Free improvisation guitarist Derek Bailey's involvement with jungle and drum and bass came via coincidence around 1993, discovering the genres when flickering through radio and discovering them on pirate radio. Bailey, then aged 64, enjoyed practising along to percussion and the jungle music he was hearing struck him, so he subsequently began practising along to it, although for a long period of time he was unaware of the genre's name.[1] He first, unsuccessfully, attempted to discover the name by asking a six-year-old boy in Bailey's local newsagent, who played jungle and drum and bass on his personal stereo, but discovered the name 'drum and bass' when reading about it in The Times.[1] Bailey began making tapes of his guitar improvisations to jungle music on the radio.[1] His attraction to drum and bass was the genre's rawness and non-musical qualities. He explained:
"The general bustle, it doesn't hang about, it moves. [...] It's most common to get eight bars and then repeat it, but that isn't the case in drum'n'bass as I heard it. There were structures, but not logical structures. For me, that was one of its attractions, it wasn’t music. I also liked its ambiguities about the time. If you had a drummer like that, he would never play with a bass player like that. It's a really fantastic feel."[1]

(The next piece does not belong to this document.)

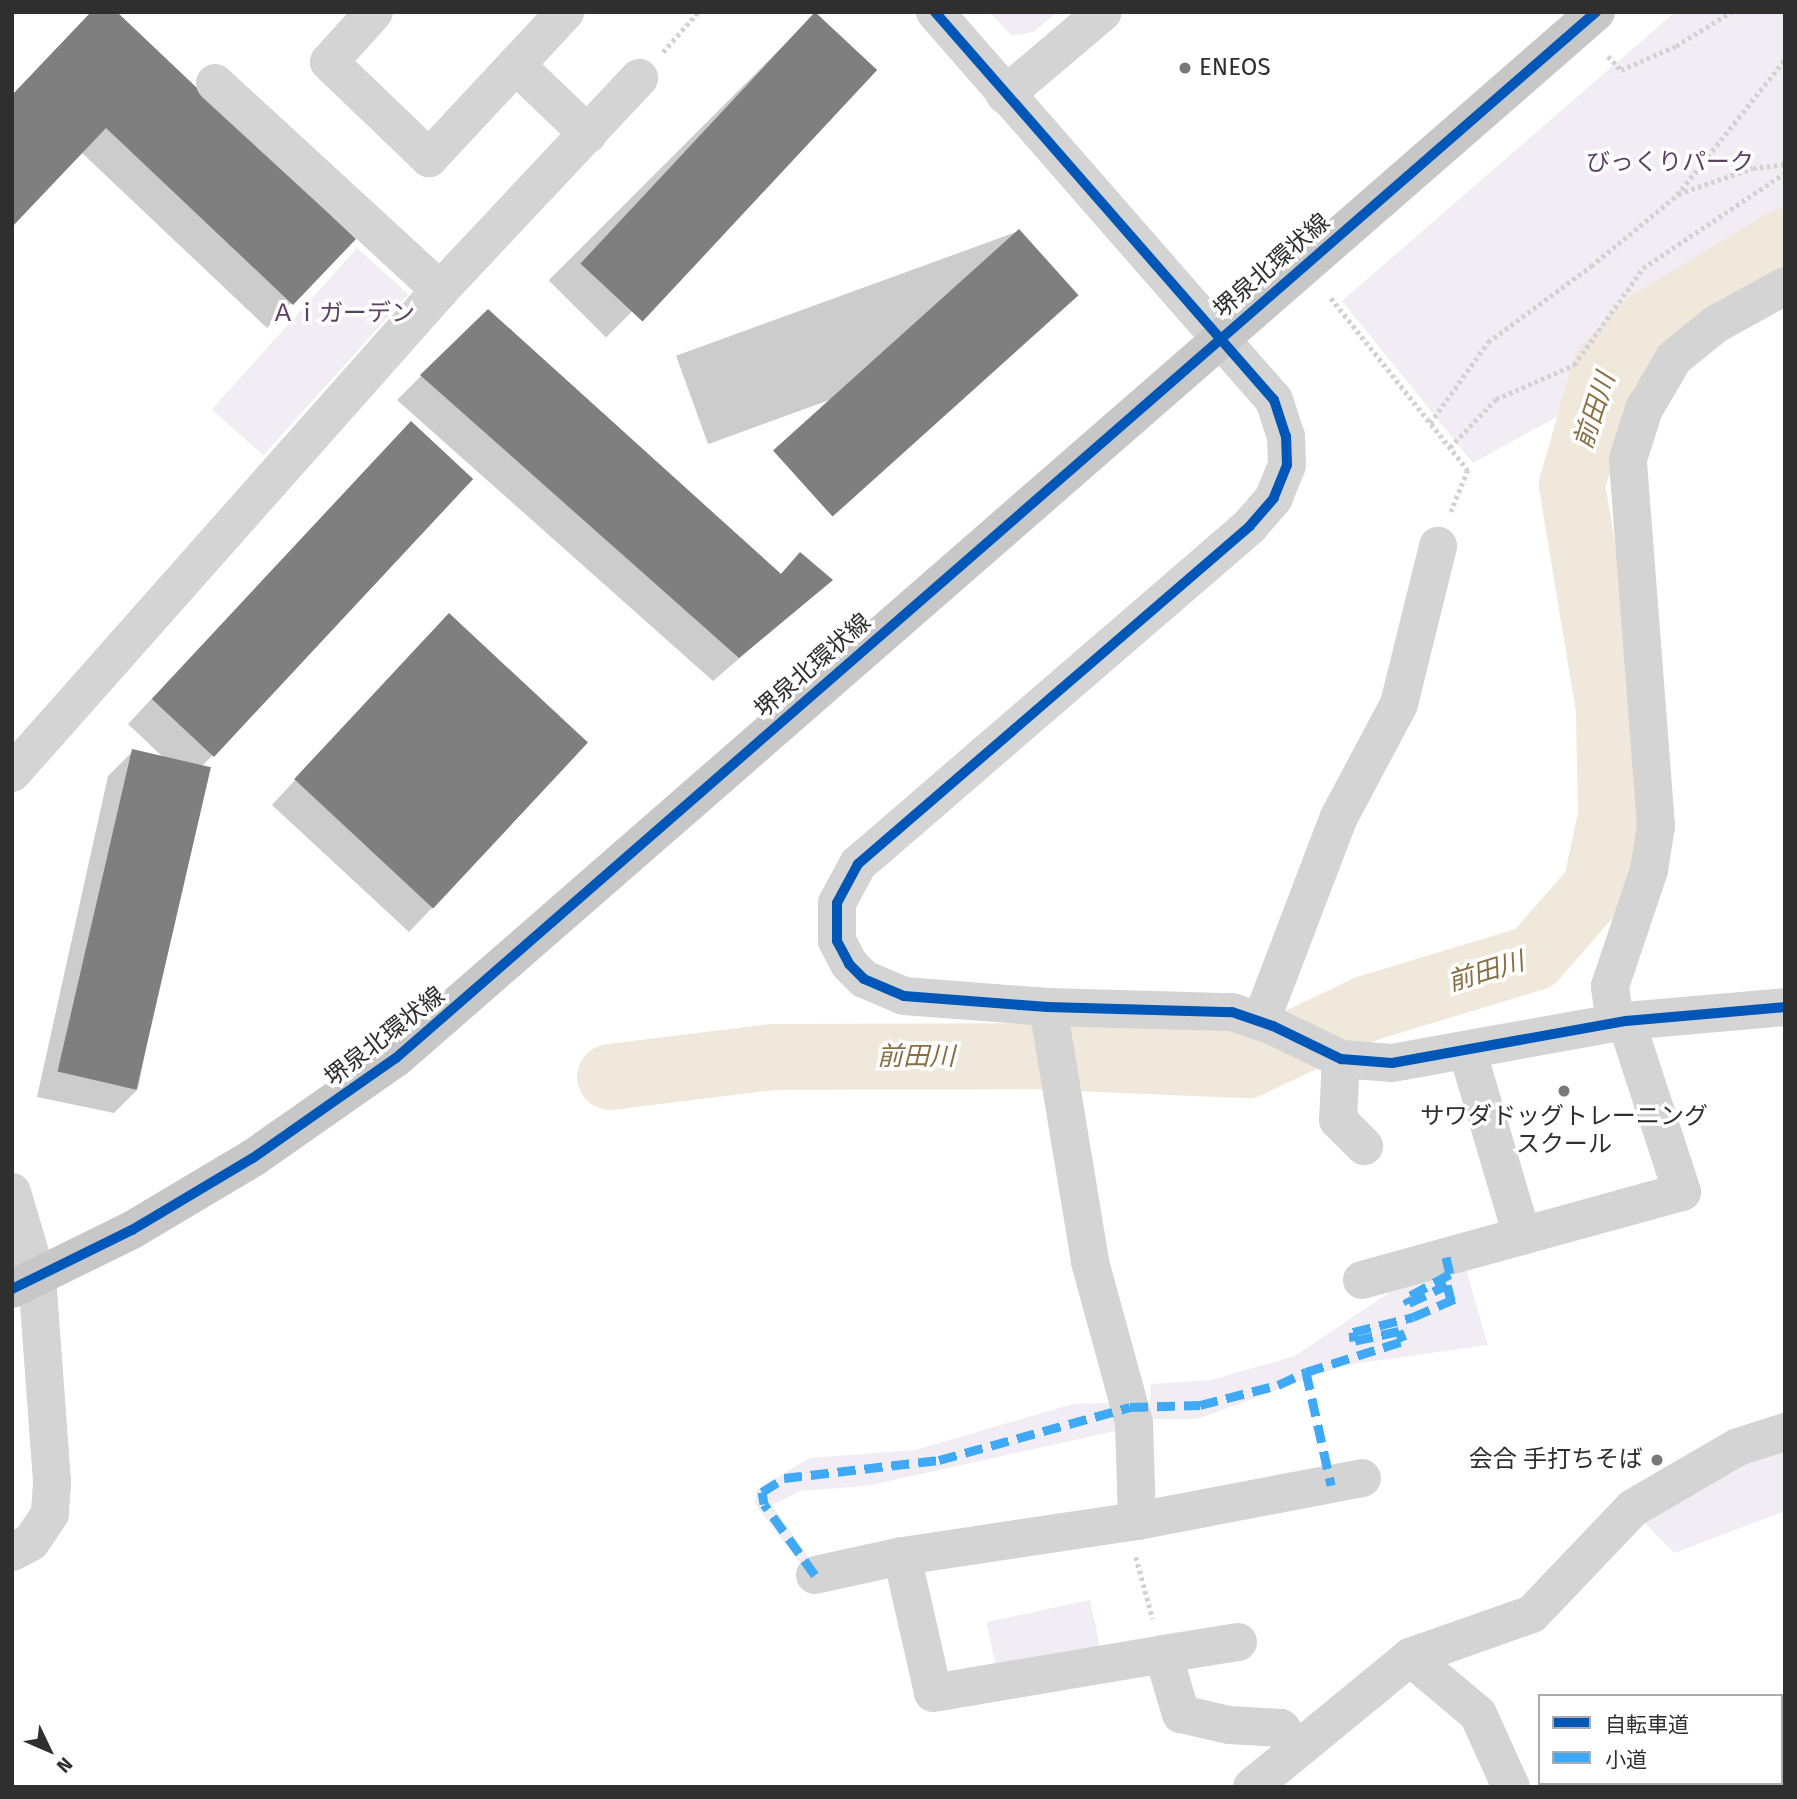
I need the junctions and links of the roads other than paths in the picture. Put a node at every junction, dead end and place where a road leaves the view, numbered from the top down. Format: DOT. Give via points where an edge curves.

Bailey's experiments also included an additional, 'random' element as a result of the broken cassette player he had been using to tape the pirate radio broadcast. He explained: "I thought, 'This sounds great', and then I realised it was playing back faster than it was originally."[1] American avant-garde musician John Zorn approached Bailey shortly afterwards, asking him to record three albums with alternate rhythm sections–including dub bassist Bill Laswell, noise rock group Ruins and drummer Tony Williams. Bailey's "accelerated" jungle radio bootlegs "seemed to offer amazing possibilities" for the project,[1] so the guitarist sent a tape of his drum and bass-backed improvisations to Zorn and suggested to him that he could make an album of it. Zorn agreed, ensuring Bailey that the project would be quick to record and release.[2] Zorn tracked down D.J. Ninj, a 22-year old drum and bass DJ from Birmingham, to provide the drum and bass music for the project. The DJ agreed to participate.[1]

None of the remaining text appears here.